In the first couple of months of the new year, it is common to hear complaints about the cost of Christmas. Nowhere is this more true than at the Trafford Centre in Manchester, where the tenants have been embroiled in a service charge dispute with the landlord. The dispute arose from the service charge treatment of various items provided by the landlord at the shopping centre. These included entertainments such as a jazz band or string quartet, as well as children's activities, and an installation known as the Sky Wall. Two items: Christmas decorations and a Santa's Grotto, related specifically to the festive season.
The Sky Wall, which was located in the food court, gave shoppers information about the Centre generally and the various activities on offer. It was also used by the Centre's retailers and restaurants to advertise their presence. In the latter case, the retailer concerned paid for the advertising, and income generated in this way was set off against the service charge.

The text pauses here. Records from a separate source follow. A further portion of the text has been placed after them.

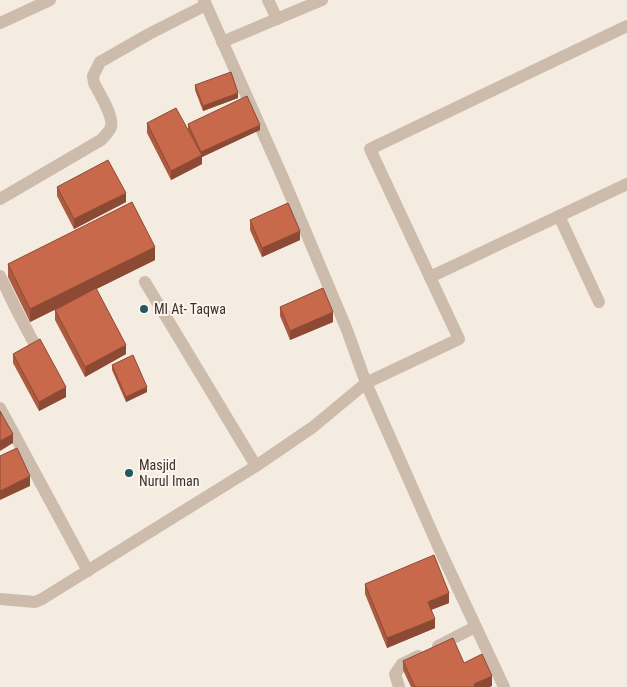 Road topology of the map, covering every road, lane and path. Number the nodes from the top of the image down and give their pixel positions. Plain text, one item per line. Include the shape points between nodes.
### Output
1 (50, 0) edge
2 (268, 0) edge
3 (322, 0) edge
4 (205, 3) edge
5 (277, 18) junction
6 (0, 23) edge
7 (627, 26) edge
8 (222, 42) junction
9 (627, 184) edge
10 (0, 199) edge
11 (559, 216) junction
12 (0, 276) edge
13 (430, 277) junction
14 (145, 282) dead end
15 (599, 302) dead end
16 (34, 343) edge
17 (366, 383) junction
18 (0, 408) edge
19 (256, 466) junction
20 (88, 571) junction
21 (0, 599) edge
22 (476, 627) junction
23 (399, 687) edge
24 (504, 687) edge

1 - 6 street
2 - 5 street
3 - 5 street
4 - 8 street
4 - 10 street via 100,62 93,76 112,120 107,134
5 - 8 street
7 - 13 street via 370,149
8 - 17 street via 283,178
9 - 11 street
11 - 13 street
11 - 15 street
12 - 16 street
13 - 17 street via 460,338
14 - 19 street
17 - 19 street via 313,427
17 - 22 street
18 - 20 street
19 - 20 street
20 - 21 street via 35,602
22 - 23 street via 402,664 394,674
22 - 24 street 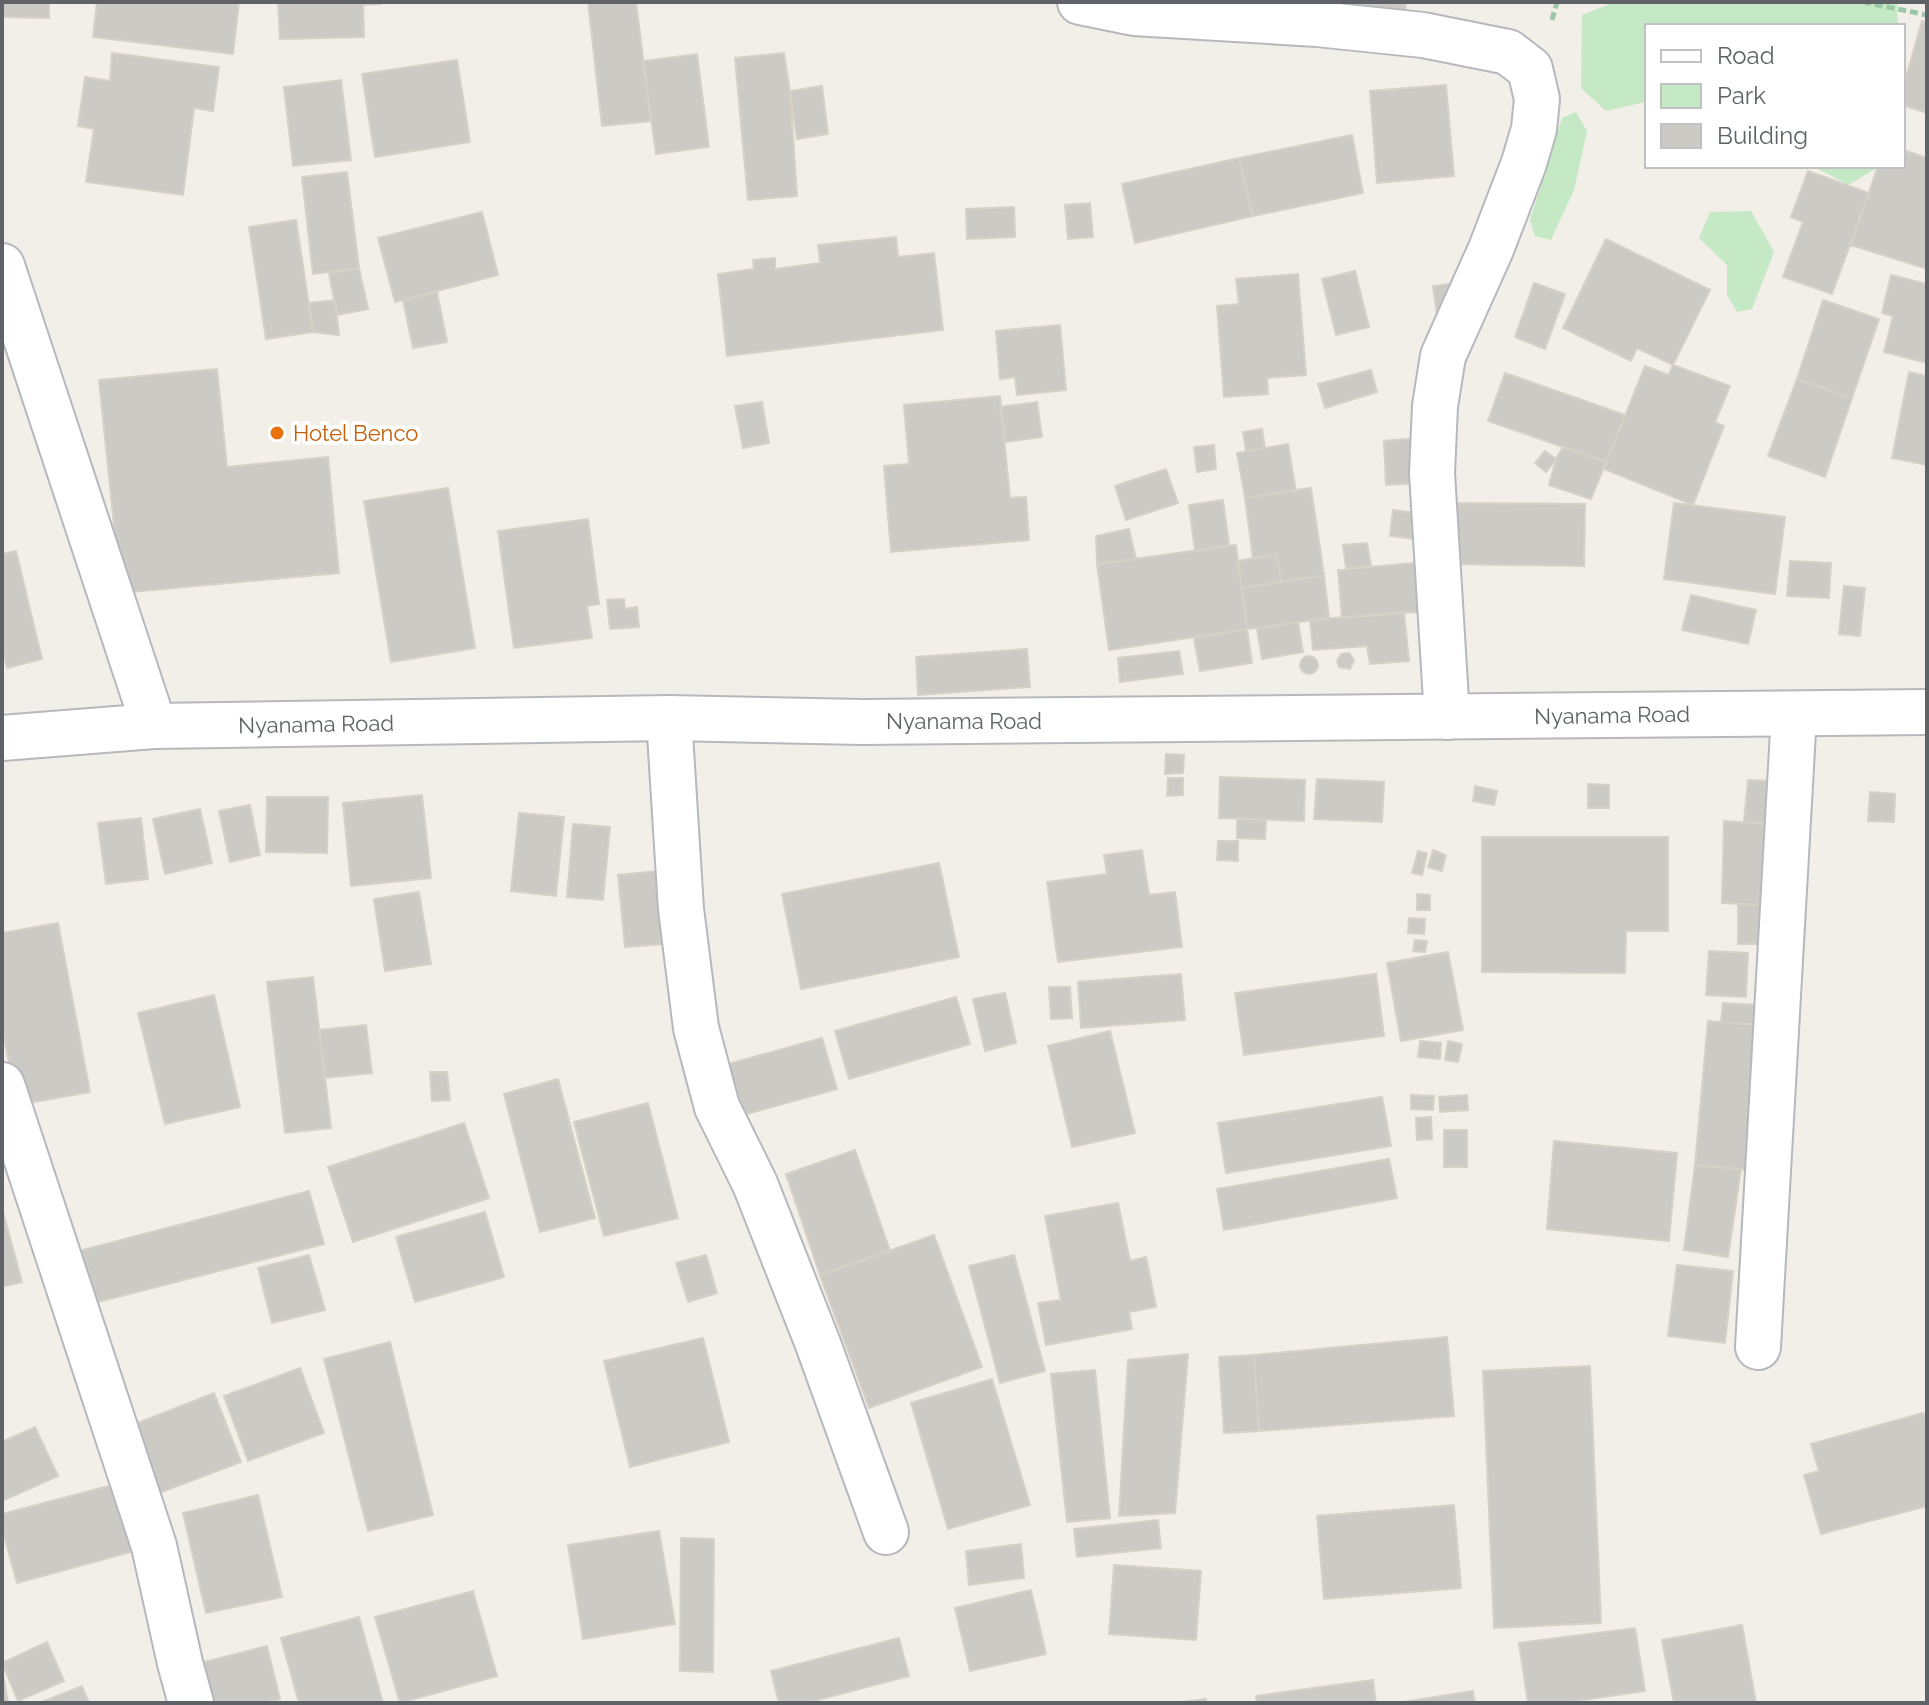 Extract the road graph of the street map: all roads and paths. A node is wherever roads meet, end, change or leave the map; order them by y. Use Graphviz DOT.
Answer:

When the Sky Wall was not being used for either of these purposes it displayed music videos to entertain customers.
There was no dispute about the landlord's entitlement to include a charge for these matters in the service charge account. However, one of the tenants contended that these matters constituted "Promotion", to which, according to the lease, special rules applied.
"Promotion" was defined as "... advertising and other forms of promotion of the Centre intended to bring additional custom to the Centre which shall be reasonable and proper but excluding any advertising in respect of letting any unlet units". The lease provided that the landlord would bear 50% of the cost of Promotion in any service charge period. In addition, the total cost of Promotion in each service charge period was not to exceed 10% of the total service charge.
The High Court ruled that the definition of "Promotion" in the lease involved a two-stage test. In order to fall within the definition, something had to be a form of promotion of the Centre. If that test was met, the separate and subsequent question had to be asked of whether that form of promotion was intended to bring additional custom to the Centre. It was not enough that something was intended to bring additional custom to the Centre if it was not itself a form of promotion of the Centre.
The court drew a distinction between something which could properly be called a promotion of the Centre on the one hand, and on the other hand something which was of benefit to the Centre; an attraction, a service, a facility or an amenity within the Centre. Applying that distinction, the court found that the entertainments, the Christmas decorations and the Santa's grotto were a facility or an amenity or an attraction, but not a form of promotion of the Centre. In relation to the Sky Wall, the court thought that using the Sky Wall in order to provide information about the Centre would naturally come within the phrase "advertising and other forms of promotion of the Centre", but that in relation to its other uses it was a facility or an amenity or an attraction (but not a form of promotion of the Centre).
The result was that the cost of these items (or, in the case of the Sky Wall, a proportionate part of the cost) could be passed on to the tenants in full via the service charge, rather than shared 50:50 with the landlord.
Things to consider
Service charge disputes will always turn on the wording of the lease in question. Nonetheless, since the activities organised by the landlord in this case are by no means unique to the Trafford Centre, landlords and tenants of shopping centres around the country will be interested in the outcome of this case.
Boots UK Limited v Trafford Centre Ltd.